The Inland Revenue essentially determine IR35 status of a Contractor; they decided whether you are ‘employed’ or ‘self-employed’. To be considered ‘self-employed’ the contractor needs to show that they are in business on their own account and bear the responsibility for the success or failure of that business.

Agency Workers Regulations (AWR)

AWR is a piece of European Legislation. It gives agency workers the right to the same basic working and employment conditions they would receive if employed directly by the hirer, limited to pay and working conditions.

All contractors are entitled to Day One rights as soon as they start work which includes:

  • To be informed by the hirer of internal job opportunities
  • Access to collective facilities and amenities such as work childcare, canteen facilities, parking and transport services

If a worker is on the same assignment for 12 weeks without breaks they are entitled to the same employment terms and conditions as comparable employees working within the same organisation including:

  • Equal pay
  • Working hours
  • Annual holiday & statutory sick pay
  • Any bonus schemes
  • Rest break entitlements
  • Any other benefits that comparable employees receive

AWR applies to both full and part-time workers; please seek advice on whether you are considered in or out of scope.

Conduct Regs Opting Out

By submitting the Opt-Out statement before you start your new assignment, you may give the Agency notice to Opt Out of the Regulations, by which acknowledging that you have fully read and understood the Conduct of Employment Agencies and Employment Businesses Regulations 2003. 

What actually are the Regulations?
The Regulations came into force on 6th April 2004 and govern the conduct of the private recruitment industry and establish a framework of minimum standards that clients, work-seekers and hirers are entitled to expect. 
They control how recruitment companies such as ourselves conduct their business and how we operate with “temps” and contractors.

After some “push-back” from various interest groups, the Government adopted the view that limited company contractors are able to “opt out” of these Regulations. 

What does “Opting Out” mean to me?
If you opt out, then the Regulations will not apply to the dealings between you and us.

As we cannot possibly explain all of the regulations to you, if you are interested here is a link to the full document.

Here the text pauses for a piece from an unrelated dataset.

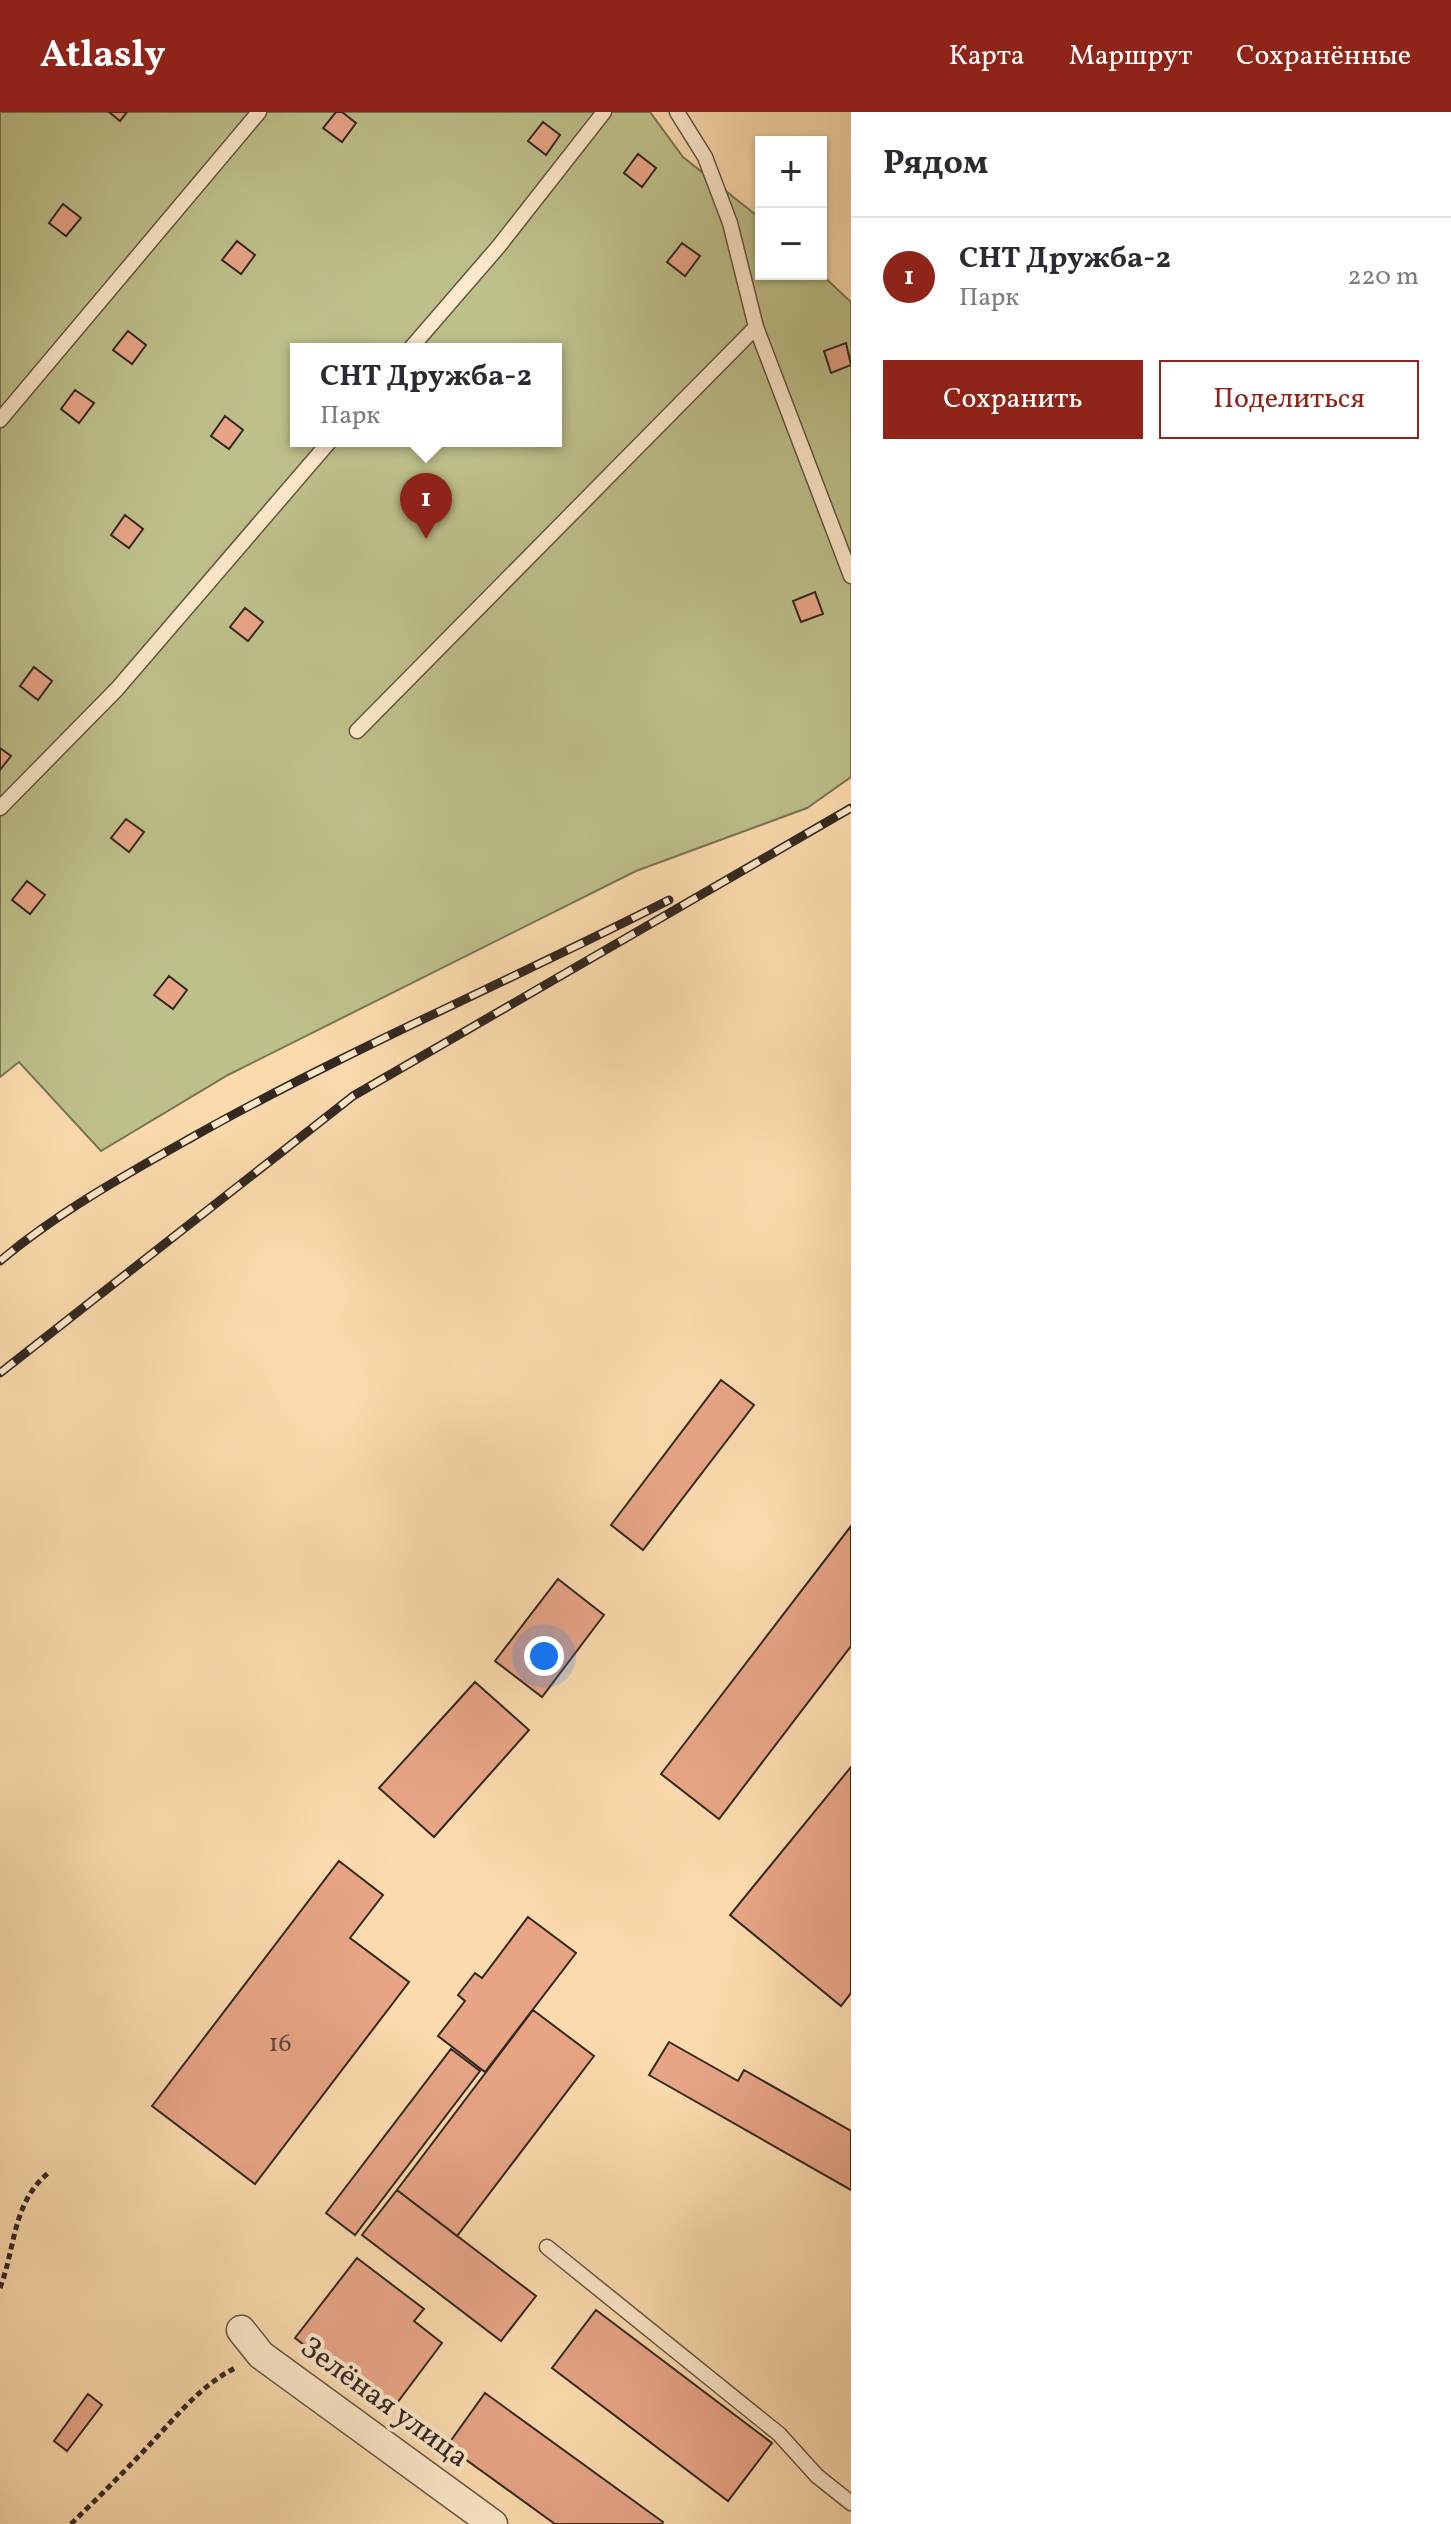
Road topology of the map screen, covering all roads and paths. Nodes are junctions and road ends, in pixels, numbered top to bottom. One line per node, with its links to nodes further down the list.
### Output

In the meantime, we thought it would be helpful to cover some pros and cons so you know what you’re agreeing to:

Pros – The Advantages of Opting Out
No increase in administration or forms to complete which could result in increased margins/costs to you
Avoid potential delays in starting your assignments
Less statutory restriction on your ability to substitute or sub-contract
Avoid any implication that you are under the client’s control at all times (although you may agree to be)
It will assist in demonstrating that you operate outside IR35
Easier to show you are in business on your own account
It increases your marketability to clients and recruiters looking to reduce administration and place candidates quickly
Only one negotiation of contract terms in each case (rather than at the outset and at point of assignment)
Less requirements on you to provide information and confirmations
More attractive to umbrellas and limited companies as they avoid increased statutory requirements

Cons - The Disadvantages of Opting Out
No additional protection regarding potentially onerous contract terms (existing statutory protection remains)
No statutory entitlement to information regarding health and safety (although our Terms deal with this)
No minimal protection when required to work away from home
No added protection regarding confidentiality (although Data Protection Act still applies)

Other considerations

Aside from these two key pieces of legislation, you will also need to consider other rules and regulations relevant to anyone. These include VAT and relevant insurance plans.

Before venturing into the world as a contractor you should consult with a specialist in regard to all these issues.